You know how people often say, well what can I do? I am just one person/family… well this family didn’t say that, they just sloughed ahead and worked through the inevitable heartbreak and struggle when you are bucking tradition but they are making a difference, not just in Seetha’s life but as being an example to the tourists and locals that you don’t need the chains and the bullhook if you treat your elephant with respect. Every day she is walked once in the morning and once in the afternoon and every time there is a gaggle of tourists trailing behind her so the locals see this, other tourists see this and the ripple effect takes over. We don’t have to ride an elephant to enjoy her, in fact I think that my times walking with the elephants have been so much better, so much more real than if I was perched on top of her, hurting her back, listening to the chains rattle. ~shudder~ No, I get to look her in the eye and know that I am not adding to her suffering and that means the world to me.

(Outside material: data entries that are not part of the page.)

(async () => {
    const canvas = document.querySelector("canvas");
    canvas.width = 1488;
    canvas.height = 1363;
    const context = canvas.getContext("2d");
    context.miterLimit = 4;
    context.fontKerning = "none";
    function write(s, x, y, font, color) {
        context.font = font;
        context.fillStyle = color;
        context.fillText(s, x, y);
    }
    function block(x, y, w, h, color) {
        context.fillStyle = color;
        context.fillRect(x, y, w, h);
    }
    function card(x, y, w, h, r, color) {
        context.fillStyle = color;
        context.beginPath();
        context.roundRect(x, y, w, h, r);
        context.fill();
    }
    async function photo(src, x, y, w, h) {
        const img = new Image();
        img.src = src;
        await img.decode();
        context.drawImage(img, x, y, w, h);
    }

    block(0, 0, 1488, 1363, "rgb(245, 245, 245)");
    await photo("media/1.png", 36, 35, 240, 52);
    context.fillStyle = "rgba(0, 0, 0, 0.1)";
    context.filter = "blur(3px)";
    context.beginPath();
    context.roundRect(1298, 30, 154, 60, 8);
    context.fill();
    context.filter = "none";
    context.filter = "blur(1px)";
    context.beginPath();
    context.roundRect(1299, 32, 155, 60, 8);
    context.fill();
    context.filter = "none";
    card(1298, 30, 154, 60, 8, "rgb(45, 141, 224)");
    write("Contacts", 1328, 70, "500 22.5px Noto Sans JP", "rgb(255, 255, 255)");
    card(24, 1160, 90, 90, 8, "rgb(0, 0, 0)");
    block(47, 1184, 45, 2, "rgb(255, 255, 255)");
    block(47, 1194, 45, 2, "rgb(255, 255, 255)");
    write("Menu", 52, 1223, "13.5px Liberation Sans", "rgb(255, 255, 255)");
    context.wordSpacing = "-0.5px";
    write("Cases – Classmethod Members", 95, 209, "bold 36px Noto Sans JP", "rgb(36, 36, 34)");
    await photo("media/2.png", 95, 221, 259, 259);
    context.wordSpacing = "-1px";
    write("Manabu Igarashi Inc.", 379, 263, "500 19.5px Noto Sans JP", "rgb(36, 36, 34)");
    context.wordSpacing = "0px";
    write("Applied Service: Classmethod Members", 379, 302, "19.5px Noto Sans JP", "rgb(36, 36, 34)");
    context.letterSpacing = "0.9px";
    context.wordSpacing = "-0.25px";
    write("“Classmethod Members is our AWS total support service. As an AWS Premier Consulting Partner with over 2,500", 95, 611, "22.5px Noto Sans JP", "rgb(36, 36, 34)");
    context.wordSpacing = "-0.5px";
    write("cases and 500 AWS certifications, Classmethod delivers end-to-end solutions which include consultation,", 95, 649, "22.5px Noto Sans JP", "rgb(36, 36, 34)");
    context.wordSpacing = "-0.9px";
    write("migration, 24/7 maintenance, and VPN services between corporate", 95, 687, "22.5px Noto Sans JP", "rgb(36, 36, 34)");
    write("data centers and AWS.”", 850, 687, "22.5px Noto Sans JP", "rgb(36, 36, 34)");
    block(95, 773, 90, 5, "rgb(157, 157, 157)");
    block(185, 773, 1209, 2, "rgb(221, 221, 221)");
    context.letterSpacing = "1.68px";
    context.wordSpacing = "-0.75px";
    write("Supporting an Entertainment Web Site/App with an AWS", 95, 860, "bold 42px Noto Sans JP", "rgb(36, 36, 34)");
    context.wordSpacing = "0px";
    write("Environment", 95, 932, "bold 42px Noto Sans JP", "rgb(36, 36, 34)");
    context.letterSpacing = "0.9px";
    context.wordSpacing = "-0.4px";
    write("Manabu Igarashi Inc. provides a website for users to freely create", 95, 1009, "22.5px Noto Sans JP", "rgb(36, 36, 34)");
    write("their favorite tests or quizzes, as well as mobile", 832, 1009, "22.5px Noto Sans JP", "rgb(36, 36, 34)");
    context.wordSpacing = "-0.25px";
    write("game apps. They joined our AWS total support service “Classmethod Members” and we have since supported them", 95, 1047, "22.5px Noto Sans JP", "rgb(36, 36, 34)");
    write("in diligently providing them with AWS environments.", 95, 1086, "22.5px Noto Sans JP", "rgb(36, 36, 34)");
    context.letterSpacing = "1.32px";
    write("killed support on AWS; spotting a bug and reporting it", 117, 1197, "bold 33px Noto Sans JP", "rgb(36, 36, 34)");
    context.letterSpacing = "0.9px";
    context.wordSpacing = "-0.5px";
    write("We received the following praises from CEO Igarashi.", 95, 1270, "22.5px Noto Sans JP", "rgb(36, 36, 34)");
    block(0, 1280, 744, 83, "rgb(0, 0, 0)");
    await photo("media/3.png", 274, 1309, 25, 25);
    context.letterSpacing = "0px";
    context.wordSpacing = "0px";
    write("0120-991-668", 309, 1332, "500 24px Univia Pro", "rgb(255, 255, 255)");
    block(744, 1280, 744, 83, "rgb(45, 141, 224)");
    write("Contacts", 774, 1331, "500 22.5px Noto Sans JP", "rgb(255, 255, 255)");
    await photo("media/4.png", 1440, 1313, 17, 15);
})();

People look at those huge bodies and can’t understand how it would possibly hurt her to ride them. Well there’s a reason riding elephants are drapped in chains – the elephant is is constant pain and will only tolerate you up there because she has no choice. Their spines are very fragile.




4 thoughts on “The Elephant Freedom Project Week

  1. Thank you for highlighting the plight of the elephant, in Sri Lanka and in many countries. We too visited Lek’s elephant sanctuary in Thailand, which is absolutely wonderful. She has done an amazing job at rescuing elephants and educating the public about elephant abuse. Uduwalawe, where the orphanage is located in Sri Lanka, has a different mission: their priority is to try to deal with the constant flow of young elephants brought into their care when the babies have lost their moms. Of course one can always point to shortcomings, but if Uduwalawe did not exist and babies were not rescued, the conversation would be about the necessity to create an orphanage. Last time we visited the center they had over 50 young elephants in their care!! Quite an accomplishment.

    Thank you for highlighting the cruelty which occurs when tourists ride elephants. This will only be stopped once tourists are aware of the issues and do not pay for the rides. Every little bit helps…



    • Hi Peta;
      Thanks for dropping by.
      Are you talking about the Elephant Transit Home at Udawalawe? Or that thing at Pinawala? Because the orphanage at Pinawala is awful, the reports of chains and beatings can’t be ignored. On the other hand at least with the Elephant Transit Home the babies are being readied to be released into the national park as soon as they are five years old. I have no idea what becomes of the babies at the orphanage.